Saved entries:
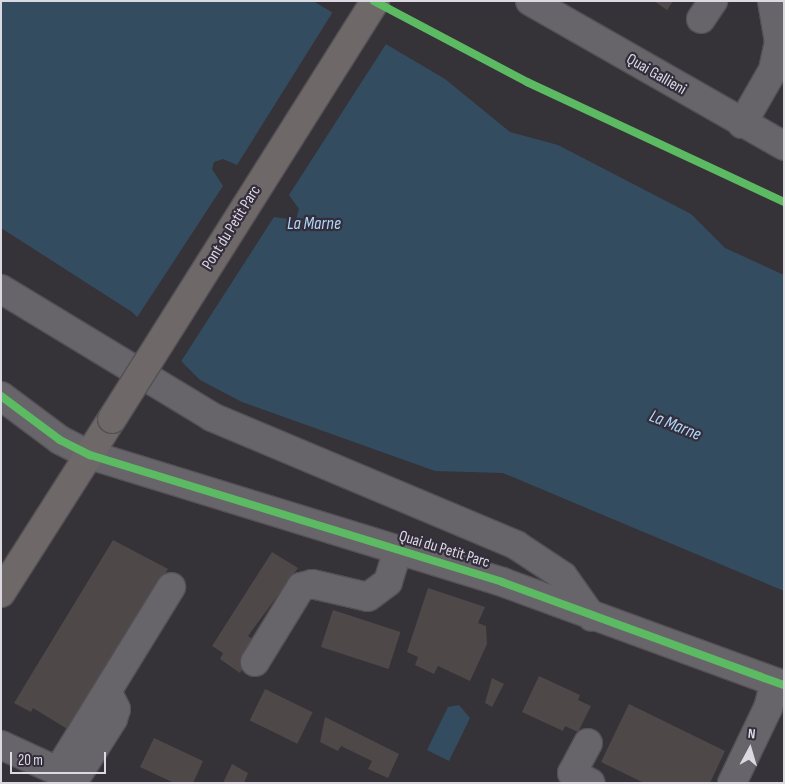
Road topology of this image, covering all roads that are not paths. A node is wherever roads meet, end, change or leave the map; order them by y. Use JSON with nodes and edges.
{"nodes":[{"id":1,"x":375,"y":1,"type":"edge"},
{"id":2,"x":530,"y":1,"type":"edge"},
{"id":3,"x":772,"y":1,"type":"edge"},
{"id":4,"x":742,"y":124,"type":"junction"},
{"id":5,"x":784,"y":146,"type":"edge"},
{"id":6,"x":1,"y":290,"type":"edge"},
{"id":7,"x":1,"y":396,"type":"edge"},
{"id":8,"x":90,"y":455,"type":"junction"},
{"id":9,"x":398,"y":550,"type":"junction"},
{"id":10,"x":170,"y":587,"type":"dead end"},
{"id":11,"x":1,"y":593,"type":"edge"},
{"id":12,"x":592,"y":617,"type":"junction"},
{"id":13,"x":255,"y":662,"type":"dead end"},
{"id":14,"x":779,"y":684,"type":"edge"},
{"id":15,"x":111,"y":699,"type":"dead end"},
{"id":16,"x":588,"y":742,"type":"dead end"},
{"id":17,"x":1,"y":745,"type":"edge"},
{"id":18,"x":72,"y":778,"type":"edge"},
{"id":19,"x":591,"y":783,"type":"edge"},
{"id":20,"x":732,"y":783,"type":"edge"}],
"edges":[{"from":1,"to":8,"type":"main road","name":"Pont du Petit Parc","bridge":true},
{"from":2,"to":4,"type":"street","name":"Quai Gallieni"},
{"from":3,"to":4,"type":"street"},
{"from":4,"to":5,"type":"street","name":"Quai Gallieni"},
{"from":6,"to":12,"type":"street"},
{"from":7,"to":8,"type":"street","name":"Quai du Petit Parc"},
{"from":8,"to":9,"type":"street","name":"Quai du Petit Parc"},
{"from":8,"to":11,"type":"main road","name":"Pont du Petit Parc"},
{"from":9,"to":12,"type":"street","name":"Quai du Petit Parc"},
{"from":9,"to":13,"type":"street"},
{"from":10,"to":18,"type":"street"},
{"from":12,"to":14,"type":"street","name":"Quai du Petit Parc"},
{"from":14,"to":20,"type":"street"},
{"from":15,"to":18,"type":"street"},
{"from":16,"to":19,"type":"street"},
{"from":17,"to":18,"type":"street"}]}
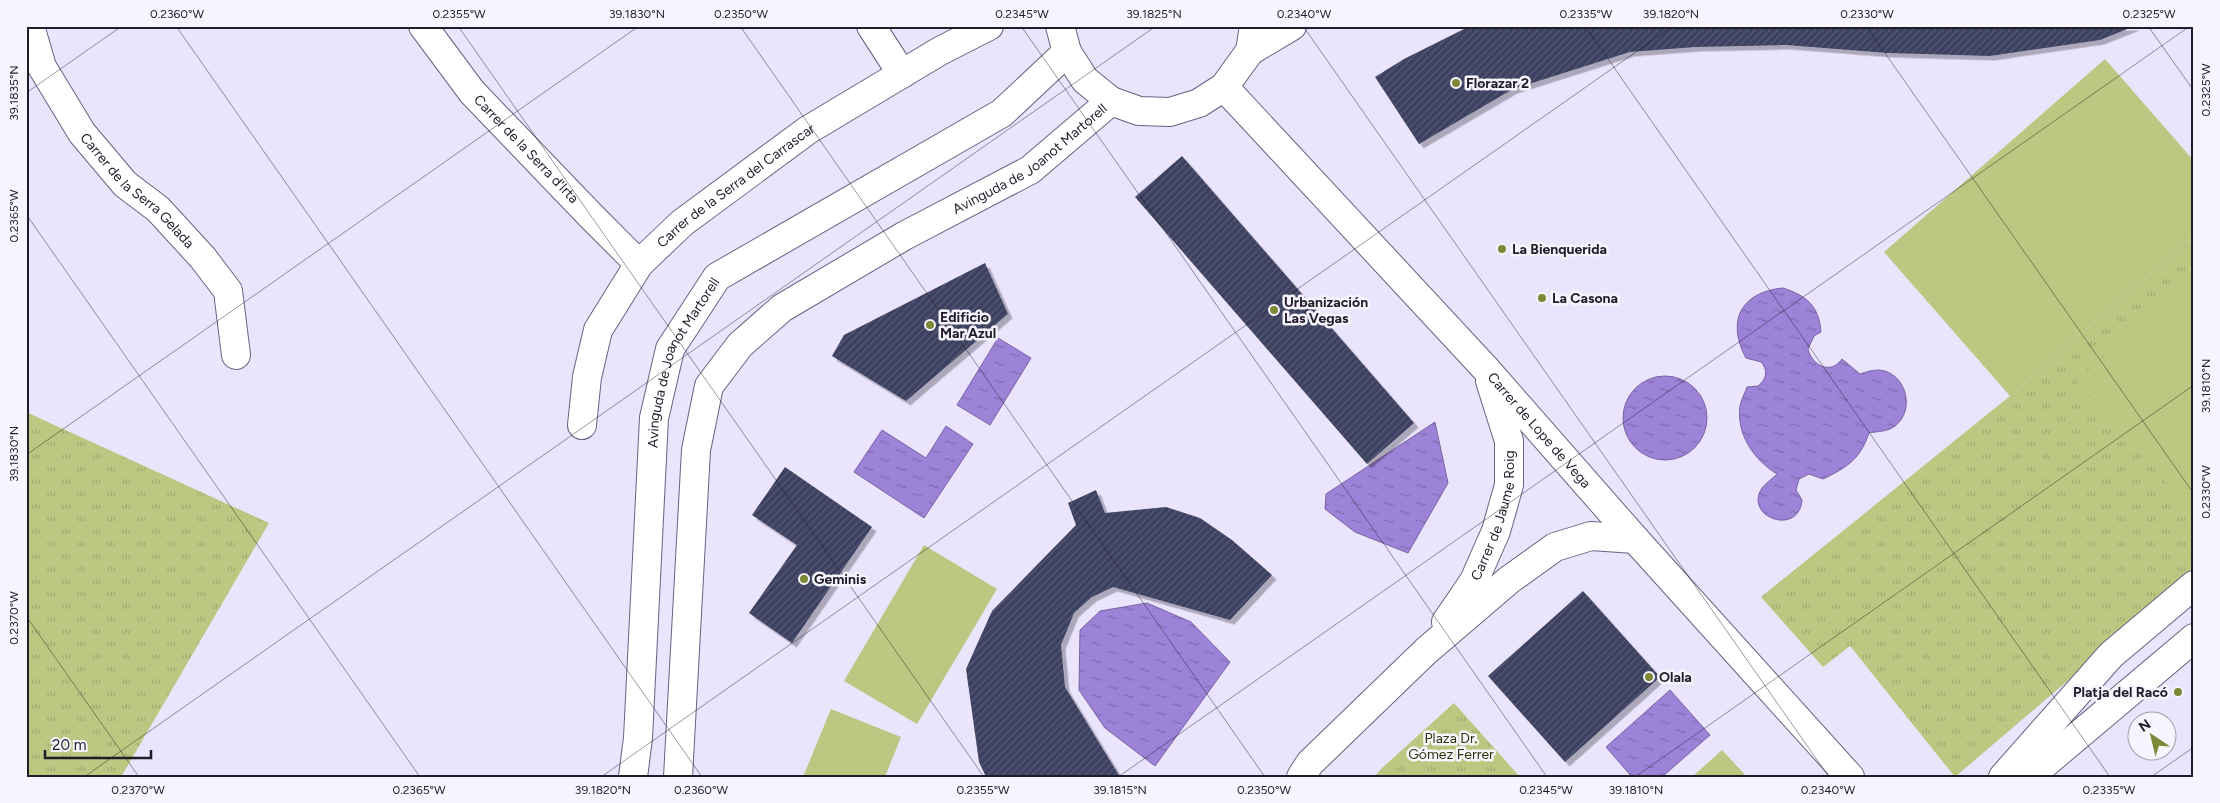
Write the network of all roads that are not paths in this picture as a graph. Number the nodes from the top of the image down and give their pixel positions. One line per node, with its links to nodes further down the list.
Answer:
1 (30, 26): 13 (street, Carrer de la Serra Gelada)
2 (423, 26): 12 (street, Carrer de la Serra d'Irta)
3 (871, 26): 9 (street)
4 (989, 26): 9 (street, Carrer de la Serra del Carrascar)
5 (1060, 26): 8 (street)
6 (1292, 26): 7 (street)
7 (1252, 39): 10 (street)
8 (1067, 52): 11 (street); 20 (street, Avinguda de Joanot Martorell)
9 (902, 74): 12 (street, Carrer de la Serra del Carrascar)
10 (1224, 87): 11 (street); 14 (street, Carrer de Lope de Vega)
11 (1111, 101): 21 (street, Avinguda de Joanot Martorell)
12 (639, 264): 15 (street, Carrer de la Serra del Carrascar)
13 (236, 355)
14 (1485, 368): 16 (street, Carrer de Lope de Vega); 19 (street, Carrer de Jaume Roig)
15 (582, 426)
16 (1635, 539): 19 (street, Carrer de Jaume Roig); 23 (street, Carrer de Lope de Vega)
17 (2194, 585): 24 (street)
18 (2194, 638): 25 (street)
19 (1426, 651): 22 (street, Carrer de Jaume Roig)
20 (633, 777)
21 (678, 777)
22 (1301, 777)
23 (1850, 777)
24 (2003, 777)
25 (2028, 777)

**TASK STATEMENT:**
Within the entries above, find every line where the string "Pont" occurs, and copy it.

**YOUR SOLUTION:**
"edges":[{"from":1,"to":8,"type":"main road","name":"Pont du Petit Parc","bridge":true},
{"from":8,"to":11,"type":"main road","name":"Pont du Petit Parc"},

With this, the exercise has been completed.